Gw mulai sadar bahwa gw nggak pernah merasakan perasaan bokap gw waktu Lebaran. Apakah bokap gw rela ber-Lebaran di rumah mertuanya, sementara bonyoknya sendiri cuman berduaan di Kreyongan nun jauh di sana? Apakah bokap gw kangen sama bonyoknya dan kepingin mencium tangan mereka di hari Lebaran? Gw nggak pernah mikirin itu, coz gw terlalu sibuk mengganyang ayam lontong yang dimasak di rumah Grandma gw di Ciputat.

Lalu gw sadar fase itu akan datang pada tiap manusia. Pada dasarnya manusia cuman punya sepasang orang tua, cuman ada dua paha yang harus disungkemi pada waktu Lebaran. Lalu manusia tumbuh dewasa, menikah, dan setelah itu menanggung konsekuensi untuk membaktikan dirinya kepada dua pasang orang tua. Maka bertambahlah menjadi empat paha yang harus disungkemi pada waktu Lebaran. Masalah datang ketika dua pasang orang tua itu tinggalnya berjauhan, kau jadi nggak bisa sungkem pada keduanya sekaligus. Dan saat itulah kau harus belajar merelakan.

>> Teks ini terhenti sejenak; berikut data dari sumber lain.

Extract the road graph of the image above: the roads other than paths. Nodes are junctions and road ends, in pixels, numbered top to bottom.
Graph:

Bokap gw harus rela nggak sungkem ke bonyoknya, coz harus Lebaran di rumah mertuanya. Dewo juga terpaksa merelakan nggak mudik ke rumah nyokapnya, coz kudu mudik di rumah mertuanya. Suaminya Nay juga rela menunda sungkem sama bonyoknya, supaya bisa nemenin Nay sungkem sama BuDe gw dulu. Nanti akan ada tiba saatnya gantian, di mana nyokap gw, Nay, dan bininya Dewo,harus rela menunda Lebaran di rumah bonyok masing-masing.

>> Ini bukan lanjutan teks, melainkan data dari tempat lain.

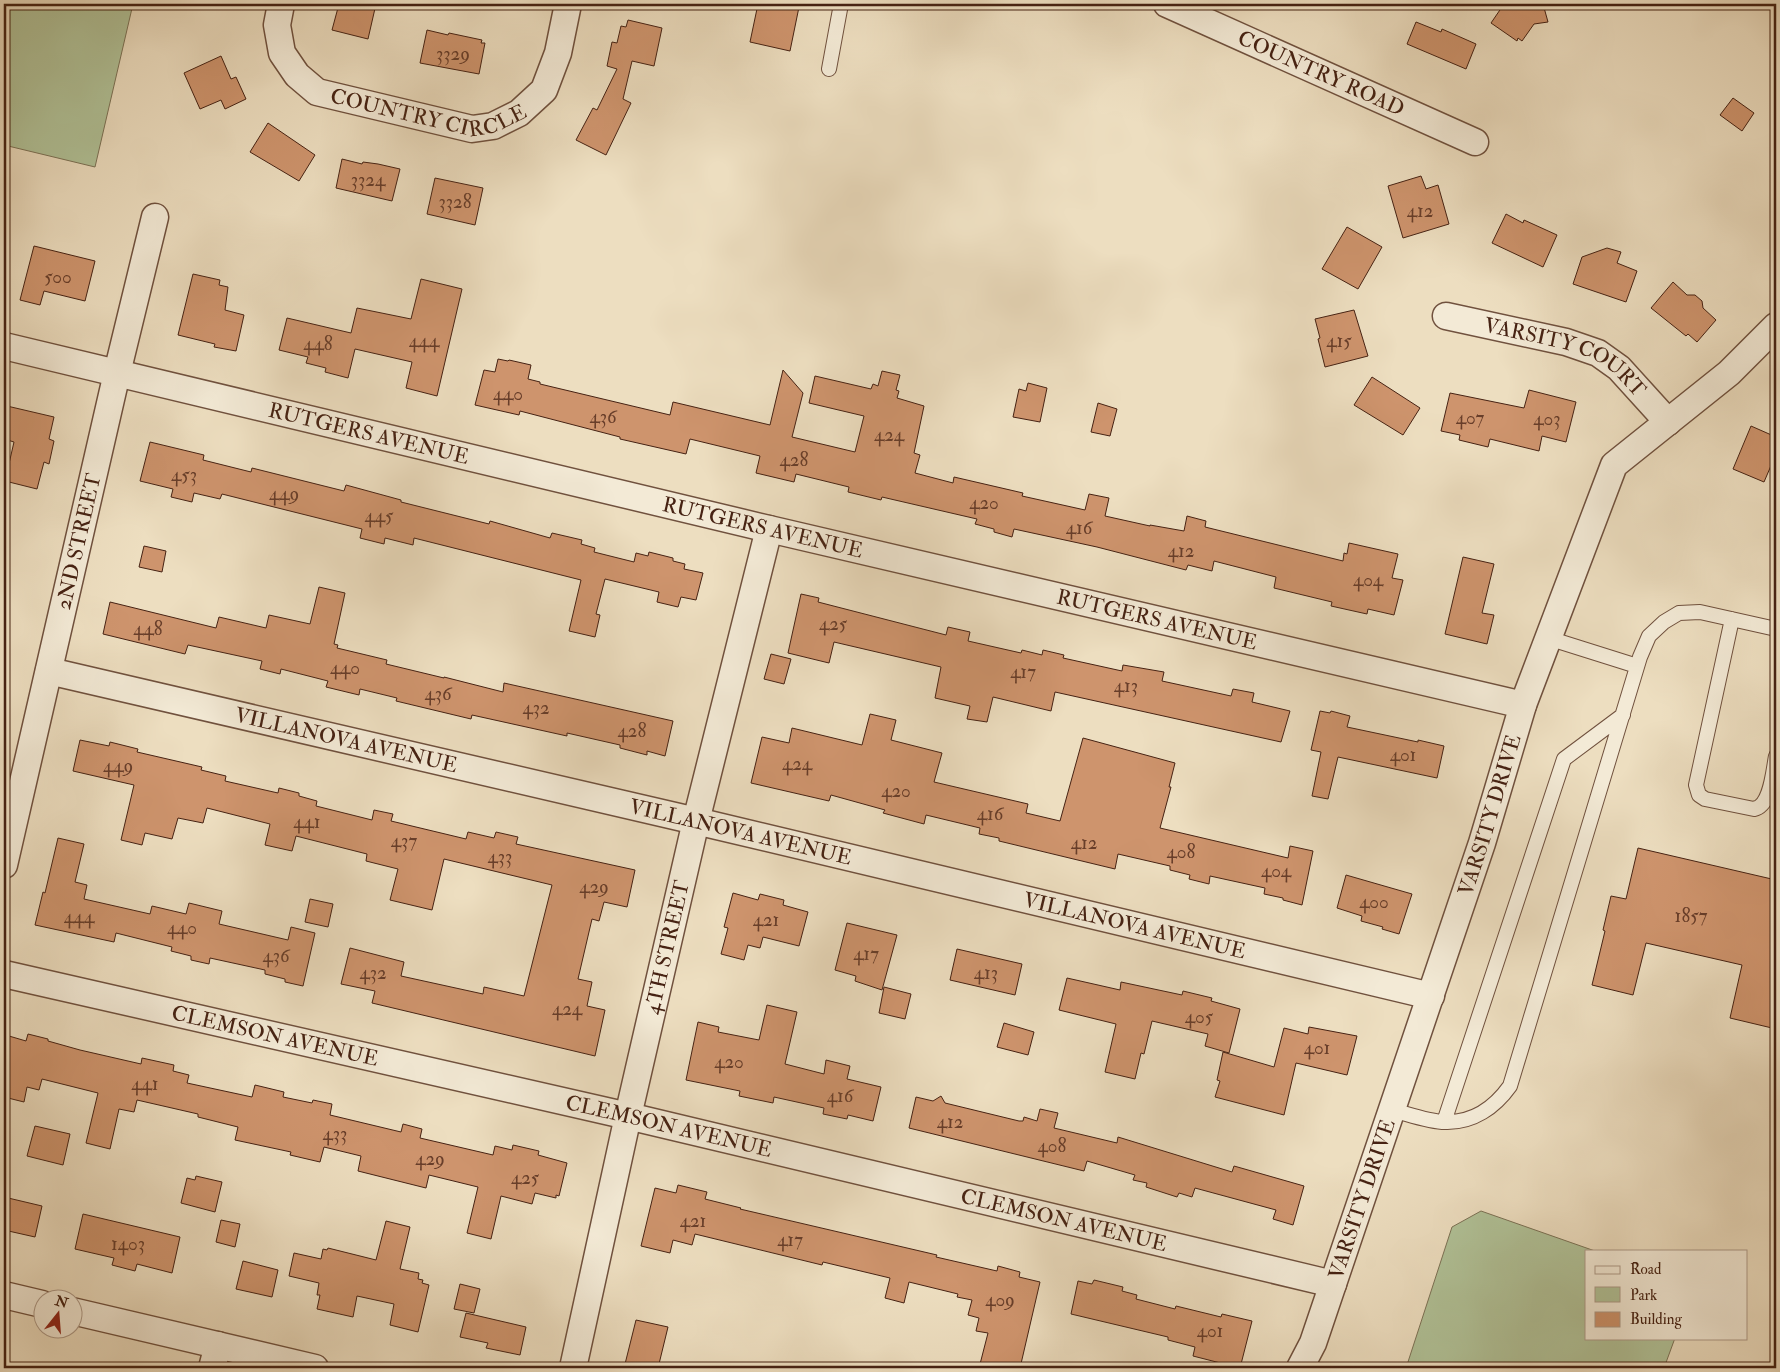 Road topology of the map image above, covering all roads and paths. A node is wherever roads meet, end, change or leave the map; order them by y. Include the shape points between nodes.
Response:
1 (281, 4) edge
2 (568, 4) edge
3 (841, 4) edge
4 (1166, 4) edge
5 (829, 69) dead end
6 (1475, 142) dead end
7 (155, 217) dead end
8 (1446, 316) dead end
9 (1776, 326) edge
10 (4, 346) edge
11 (117, 373) junction
12 (1668, 422) junction
13 (769, 529) junction
14 (1732, 619) junction
15 (1776, 629) edge
16 (1548, 638) junction
17 (1637, 666) junction
18 (49, 671) junction
19 (1523, 705) junction
20 (1623, 715) junction
21 (1776, 756) edge
22 (696, 821) junction
23 (4, 865) edge
24 (4, 974) edge
25 (1431, 996) junction
26 (1392, 1110) junction
27 (628, 1116) junction
28 (1444, 1122) junction
29 (1333, 1284) junction
30 (4, 1294) edge
31 (32, 1301) edge
32 (82, 1314) edge
33 (215, 1357) edge
34 (314, 1368) edge
35 (573, 1368) edge
36 (1300, 1368) edge

1 - 2 street, COUNTRY CIRCLE via 277,25 282,53 297,75 317,92 472,129 493,126 518,113 544,90 558,53
3 - 5 lane
4 - 6 street, COUNTRY ROAD
7 - 11 street, 2ND STREET
8 - 12 street, VARSITY COURT via 1598,352 1619,368
9 - 12 street, VARSITY DRIVE via 1730,373
10 - 11 street, RUTGERS AVENUE
11 - 13 street, RUTGERS AVENUE
11 - 18 street, 2ND STREET
12 - 16 street, VARSITY DRIVE via 1614,465
13 - 19 street, RUTGERS AVENUE
13 - 22 street, 4TH STREET
14 - 15 lane
14 - 17 lane via 1700,612 1679,613 1649,636
14 - 21 lane via 1696,785 1699,795 1705,799 1760,808 1766,801
16 - 17 lane
16 - 19 street, VARSITY DRIVE
17 - 20 lane
18 - 22 street, VILLANOVA AVENUE
18 - 23 street, 2ND STREET
19 - 25 street, VARSITY DRIVE via 1482,843
20 - 28 lane via 1564,759
20 - 28 lane via 1510,1086 1500,1099 1479,1114 1461,1121
22 - 25 street, VILLANOVA AVENUE
22 - 27 street, 4TH STREET
24 - 27 street, CLEMSON AVENUE
25 - 26 street, VARSITY DRIVE
26 - 28 lane
26 - 29 street, VARSITY DRIVE
27 - 29 street, CLEMSON AVENUE
27 - 35 street, 4TH STREET
29 - 36 street, VARSITY DRIVE via 1314,1343
30 - 31 street
32 - 33 street
33 - 34 street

Mendadak, ketemu bonyok pada hari Lebaran aja udah cukup mewah. Belum tentu mereka bisa ketemu sepupu-sepupu yang main sama mereka sejak ingusan. Gw merasakan sendiri, kedekatan gw dengan sepupu-sepupu gw mulai renggang sejak mereka punya mertua. Masih untung ada Facebook, jadi sepupu-sepupu gw dan gw masih bisa cela-celaan. Yang nggak punya Facebook, udah lupa ini mukanya siapa.

Gw tau setiap manusia akan tumbuh dewasa. Nanti manusia akan harus milih mau Lebaran di orang tua yang mana. Tapi ternyata efeknya juga mengimbas berupa kehilangan kedekatan mereka dengan para paman, tante, dan sepupu mereka.

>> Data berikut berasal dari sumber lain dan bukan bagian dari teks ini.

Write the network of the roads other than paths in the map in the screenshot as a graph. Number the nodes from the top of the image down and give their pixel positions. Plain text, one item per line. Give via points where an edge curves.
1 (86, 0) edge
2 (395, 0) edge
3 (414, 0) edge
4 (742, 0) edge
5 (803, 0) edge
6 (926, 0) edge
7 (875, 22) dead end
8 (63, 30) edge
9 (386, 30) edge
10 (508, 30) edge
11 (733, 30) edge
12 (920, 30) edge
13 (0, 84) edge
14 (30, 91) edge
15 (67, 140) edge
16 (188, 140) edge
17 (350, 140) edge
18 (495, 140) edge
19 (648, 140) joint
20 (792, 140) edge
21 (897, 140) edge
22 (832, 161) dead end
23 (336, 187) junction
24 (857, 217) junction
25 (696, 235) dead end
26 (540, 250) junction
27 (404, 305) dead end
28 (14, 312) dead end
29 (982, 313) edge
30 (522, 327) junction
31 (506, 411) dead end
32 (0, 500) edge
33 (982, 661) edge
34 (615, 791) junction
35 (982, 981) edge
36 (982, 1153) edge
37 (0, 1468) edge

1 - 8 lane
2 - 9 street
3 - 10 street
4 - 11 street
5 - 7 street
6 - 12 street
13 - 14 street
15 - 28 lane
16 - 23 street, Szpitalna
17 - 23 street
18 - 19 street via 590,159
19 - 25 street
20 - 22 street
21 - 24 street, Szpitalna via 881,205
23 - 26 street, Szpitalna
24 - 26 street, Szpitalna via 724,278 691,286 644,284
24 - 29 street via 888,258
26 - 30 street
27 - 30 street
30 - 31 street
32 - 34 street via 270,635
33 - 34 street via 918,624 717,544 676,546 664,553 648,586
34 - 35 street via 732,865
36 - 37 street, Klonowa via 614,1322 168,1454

Dan mungkin, gw juga akan seperti itu. Umur gw sudah 27 tahun. Gw nggak tau kapan mau punya mertua, mungkin dua-tiga tahun lagi, mungkin satu tahun lagi, mungkin lima tahun lagi, mungkin sepuluh tahun lagi. Akan tiba di mana gw harus milih, mau ikut suami gw ber-Lebaran di rumah bonyoknya, atau gw yang merayu suami gw supaya tetap Lebaran sama bonyok gw aja. Itu juga belum ditambah problem kalo bonyok gw rebutan antara Lebaran di Ciputat atau mau Lebaran di Kreyongan.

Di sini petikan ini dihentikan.